→ **TASK DESCRIPTION**
Please print the data that follows, keeping every line exact.

→ **Saved data entries**

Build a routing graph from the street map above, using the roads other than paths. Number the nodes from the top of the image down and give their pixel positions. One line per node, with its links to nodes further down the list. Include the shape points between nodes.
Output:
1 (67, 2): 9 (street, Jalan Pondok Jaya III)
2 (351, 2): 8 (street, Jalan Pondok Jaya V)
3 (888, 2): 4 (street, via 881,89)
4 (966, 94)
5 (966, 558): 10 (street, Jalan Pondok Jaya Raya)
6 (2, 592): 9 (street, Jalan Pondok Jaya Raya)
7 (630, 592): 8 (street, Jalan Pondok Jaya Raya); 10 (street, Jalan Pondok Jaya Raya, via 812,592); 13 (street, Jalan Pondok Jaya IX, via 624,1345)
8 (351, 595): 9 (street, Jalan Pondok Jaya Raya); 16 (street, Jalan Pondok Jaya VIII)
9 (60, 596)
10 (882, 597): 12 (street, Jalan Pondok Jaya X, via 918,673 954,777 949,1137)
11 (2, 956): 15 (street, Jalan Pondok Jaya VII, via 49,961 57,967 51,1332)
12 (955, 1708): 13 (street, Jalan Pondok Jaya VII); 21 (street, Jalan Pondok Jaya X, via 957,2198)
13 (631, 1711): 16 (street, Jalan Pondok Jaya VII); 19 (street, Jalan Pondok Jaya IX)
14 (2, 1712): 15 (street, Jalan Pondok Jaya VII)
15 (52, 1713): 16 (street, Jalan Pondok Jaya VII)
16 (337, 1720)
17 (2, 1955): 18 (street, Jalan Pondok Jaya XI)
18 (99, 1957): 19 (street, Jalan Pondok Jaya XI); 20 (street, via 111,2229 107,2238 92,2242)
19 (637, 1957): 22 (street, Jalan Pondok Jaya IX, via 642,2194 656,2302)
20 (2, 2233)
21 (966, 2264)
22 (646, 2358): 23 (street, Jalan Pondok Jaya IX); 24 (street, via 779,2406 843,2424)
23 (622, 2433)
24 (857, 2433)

→ **EXERCISE RESULT**
Build a routing graph from the street map above, using the roads other than paths. Number the nodes from the top of the image down and give their pixel positions. One line per node, with its links to nodes further down the list. Include the shape points between nodes.
Output:
1 (67, 2): 9 (street, Jalan Pondok Jaya III)
2 (351, 2): 8 (street, Jalan Pondok Jaya V)
3 (888, 2): 4 (street, via 881,89)
4 (966, 94)
5 (966, 558): 10 (street, Jalan Pondok Jaya Raya)
6 (2, 592): 9 (street, Jalan Pondok Jaya Raya)
7 (630, 592): 8 (street, Jalan Pondok Jaya Raya); 10 (street, Jalan Pondok Jaya Raya, via 812,592); 13 (street, Jalan Pondok Jaya IX, via 624,1345)
8 (351, 595): 9 (street, Jalan Pondok Jaya Raya); 16 (street, Jalan Pondok Jaya VIII)
9 (60, 596)
10 (882, 597): 12 (street, Jalan Pondok Jaya X, via 918,673 954,777 949,1137)
11 (2, 956): 15 (street, Jalan Pondok Jaya VII, via 49,961 57,967 51,1332)
12 (955, 1708): 13 (street, Jalan Pondok Jaya VII); 21 (street, Jalan Pondok Jaya X, via 957,2198)
13 (631, 1711): 16 (street, Jalan Pondok Jaya VII); 19 (street, Jalan Pondok Jaya IX)
14 (2, 1712): 15 (street, Jalan Pondok Jaya VII)
15 (52, 1713): 16 (street, Jalan Pondok Jaya VII)
16 (337, 1720)
17 (2, 1955): 18 (street, Jalan Pondok Jaya XI)
18 (99, 1957): 19 (street, Jalan Pondok Jaya XI); 20 (street, via 111,2229 107,2238 92,2242)
19 (637, 1957): 22 (street, Jalan Pondok Jaya IX, via 642,2194 656,2302)
20 (2, 2233)
21 (966, 2264)
22 (646, 2358): 23 (street, Jalan Pondok Jaya IX); 24 (street, via 779,2406 843,2424)
23 (622, 2433)
24 (857, 2433)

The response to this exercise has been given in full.